荒削りまで終了した竹辺をバインディングして火入れを行いました。

火入れは各ロッドビルダーのノウハウの塊みたいなプロセスで、一番のブラックボックスのような工程です。

 

私はビルディングを始めた1999年に火入れがビルディングプロセスを大きく左右すると考え、このプロセスを安定させることが重要だろうと考えて火入れ装置と言うほどではありませんが、ヒーターを作製いたしました。

 

かなり以前にこのブログでも紹介したことがあると思うんですが、5mのリボンヒーターをアルミのロッドケースの外周に巻き付けて、断熱材で囲んで、ステンレスの煙突パイプに入れたものです。

 

当時私が考えていたことは、ヒーターをロッドケース内に配置するとヒーターに面してるブランクと面していいないブランクとで温度差が生じると考え、ヒーターの熱を直接ブランクに伝える方式ではなく、間接的に熱を加える方式の方が良いだろうと考えていました。

 

電源を入れると約10分で165℃程度に昇温され、この状態で5分程度温度を安定させた後にブランクを投入して、一定時間後にブランクを入れ替えて火入れを行っています。

 

トンキンの場合は今までの蓄積で火入れのレシピは完成しています。

火入れ時に竹から出てくる蒸気が甘い香りがして、なかなかいい匂いがしてきます。

 

このヒーターは断熱材で囲っているので、火入れ中でもステンレスの煙突パイプ表面は50℃程度の温度であること、リボンヒーターを使用しており、部分的な温度勾配が少ない事、火入れ中に騒音がない事が良い点で、夜中でも火入れが可能です。

 

温度管理は、ロッドケース内に熱電対を入れて温度をモニターしています。

また、ロッドケース内にはアルミの板を入れて、ブランクがトッドケース内の中央付近に位置するように配慮推しています。

 

火入れ時はブランク径によって火入れ速度が変わってくると思いますので、TipとButtは同一テーパーにした状態で火入れを行い、火入れ状態を安定させております。
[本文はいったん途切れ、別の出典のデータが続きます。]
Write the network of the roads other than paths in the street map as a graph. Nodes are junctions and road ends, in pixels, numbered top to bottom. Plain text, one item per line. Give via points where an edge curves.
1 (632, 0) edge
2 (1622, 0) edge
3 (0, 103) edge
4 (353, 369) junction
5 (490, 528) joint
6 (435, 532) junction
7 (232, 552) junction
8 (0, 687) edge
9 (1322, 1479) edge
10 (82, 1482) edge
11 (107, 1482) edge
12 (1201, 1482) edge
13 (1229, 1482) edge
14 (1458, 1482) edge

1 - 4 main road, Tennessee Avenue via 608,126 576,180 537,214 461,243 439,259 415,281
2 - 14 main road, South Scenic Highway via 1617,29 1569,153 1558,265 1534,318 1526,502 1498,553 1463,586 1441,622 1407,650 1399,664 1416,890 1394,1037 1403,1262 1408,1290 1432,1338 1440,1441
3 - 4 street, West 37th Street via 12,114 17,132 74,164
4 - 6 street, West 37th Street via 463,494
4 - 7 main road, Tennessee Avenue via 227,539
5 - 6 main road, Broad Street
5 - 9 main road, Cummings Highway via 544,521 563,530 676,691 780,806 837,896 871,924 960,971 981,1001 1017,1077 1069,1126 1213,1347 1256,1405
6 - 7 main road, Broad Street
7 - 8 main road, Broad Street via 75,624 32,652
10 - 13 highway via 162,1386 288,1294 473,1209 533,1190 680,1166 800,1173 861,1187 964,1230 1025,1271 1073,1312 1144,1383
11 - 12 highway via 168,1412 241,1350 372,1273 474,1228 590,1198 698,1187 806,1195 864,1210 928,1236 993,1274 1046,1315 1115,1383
火入れ後は、スクレッピング工程で、竹表面のエナメル質を除去する工程です。

スクレパープレーン等も販売されていますが、私は平やすり一本でこの工程をやっています。

硬いエナメル部分は平やすりのエッジ部分でガリガリと削り、表面のパワーファイバーが見えてきたら平な部分で表面を削ります。

この工程では、曲がり直し時の丁寧さがスクレッピング作業の楽さにつながります。

特に竹の厚み方向のお曲がり直しの丁寧さが重要です。

 

スクレッピング後に仕上げ削りを行うので、仕上げ削り終了時点でのブランク幅で綺麗にエナメル層が除去できていればよいので、スクレッピング工程ではブランクの両端部分に若干エナメル質が残っていっても問題ありません。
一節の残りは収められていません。